Cuba Bans Che Guevara, Hugo Chavez Perfumes for Violating 'Sacred' Communist Symbols

Cuba Bans Che Guevara, Hugo Chavez Perfumes for Violating 'Sacred' Communist Symbols

The Cuban government will appropriately “discipline” the state pharmaceutical company Labiofam for creating perfume products in honor of communist heroes Ernesto “Che” Guevara and Venezuelan dictator Hugo Chávez, calling the creation of said perfumes a “grave error.”

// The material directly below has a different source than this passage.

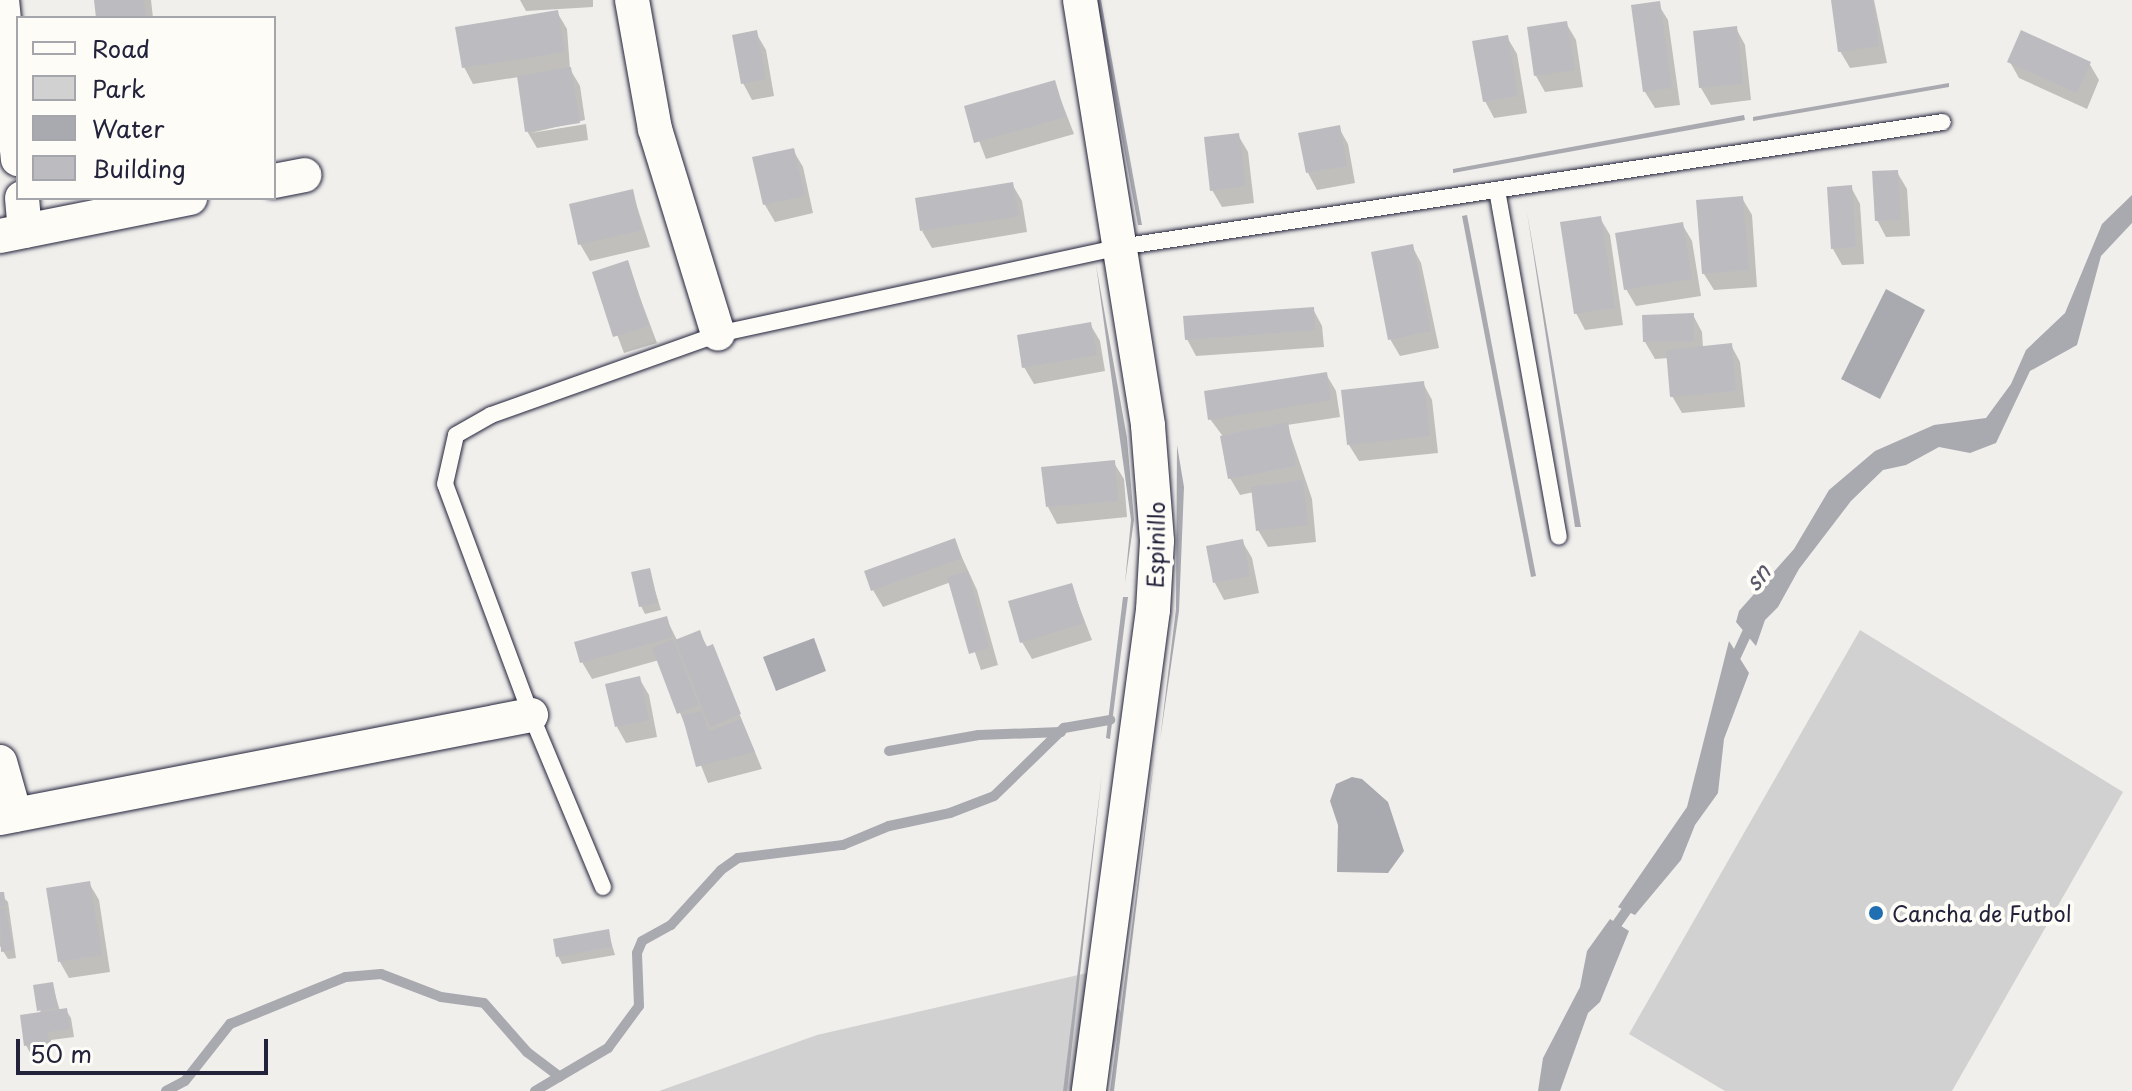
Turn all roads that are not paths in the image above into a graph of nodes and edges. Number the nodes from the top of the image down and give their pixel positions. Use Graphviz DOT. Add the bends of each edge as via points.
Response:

In a note published in state news outlet Granma, titled “Icons are Sacred,” Cuban government officials noted that the perfumes were marketed at an event this week and were not authorized by high-ranking government officials. The perfumes, name “Ernesto” and “Hugo,” respectively, constitute a violation of the holiness of both figures, the note goes on to explain. “Initiatives of this nature will never be accepted by our people nor by the Revolutionary Government,” the note reads, adding, “due to this grave error, the corresponding disciplinary measures will be taken.”

“The icons yesterday, today, and evermore, are sacred,” the note concludes.

The note contradicts statements by Labiofam that they had received approval for the project from both the families of Guevara and Chávez, as first reported in the Associated Press, which Granma notes with zeal is an American news agency. Spokespersons for Labiofam had debuted the fragrances with enthusiasm as “homages” to the nefarious characters. Labiofam’s vice-president for research and development, Isabel González, said in a statement that the products would be “very attractive colognes, but the names also mean a lot to us.” Another worker on the project, biochemist Mario Valdés, said” “We didn’t want to create propaganda, but rather pay homage to them and help their names endure.”

The Associated Press describes the “Che”-themed cologne as “woodsy,” while Chávez would be a more “fruity” variety, with hints of papaya. The choice of Che Guevara as a symbol in selling kitschy products is nothing new– even in America, some estimate that t-shirts emblazoned with the mass murderer‘s face sell into the millions every year. Chávez is a newcomer to the status of capitalist mascot, however, with this perfume being among the first attempts to cash in on the marketing of Chávez as a populist hero.

While Guevara’s image has indeed been used for decades to sell items on the free market, a fragrance may perhaps be the most badly thought out approach for using his image. Guevara was possessed with notoriously bad hygiene, something of which he was proud. Having declared cleanliness a “bourgeois” virtue, Guevara did away with standard hygiene and, in so doing, acquired the nickname “El Chancho,” or “The Swine.”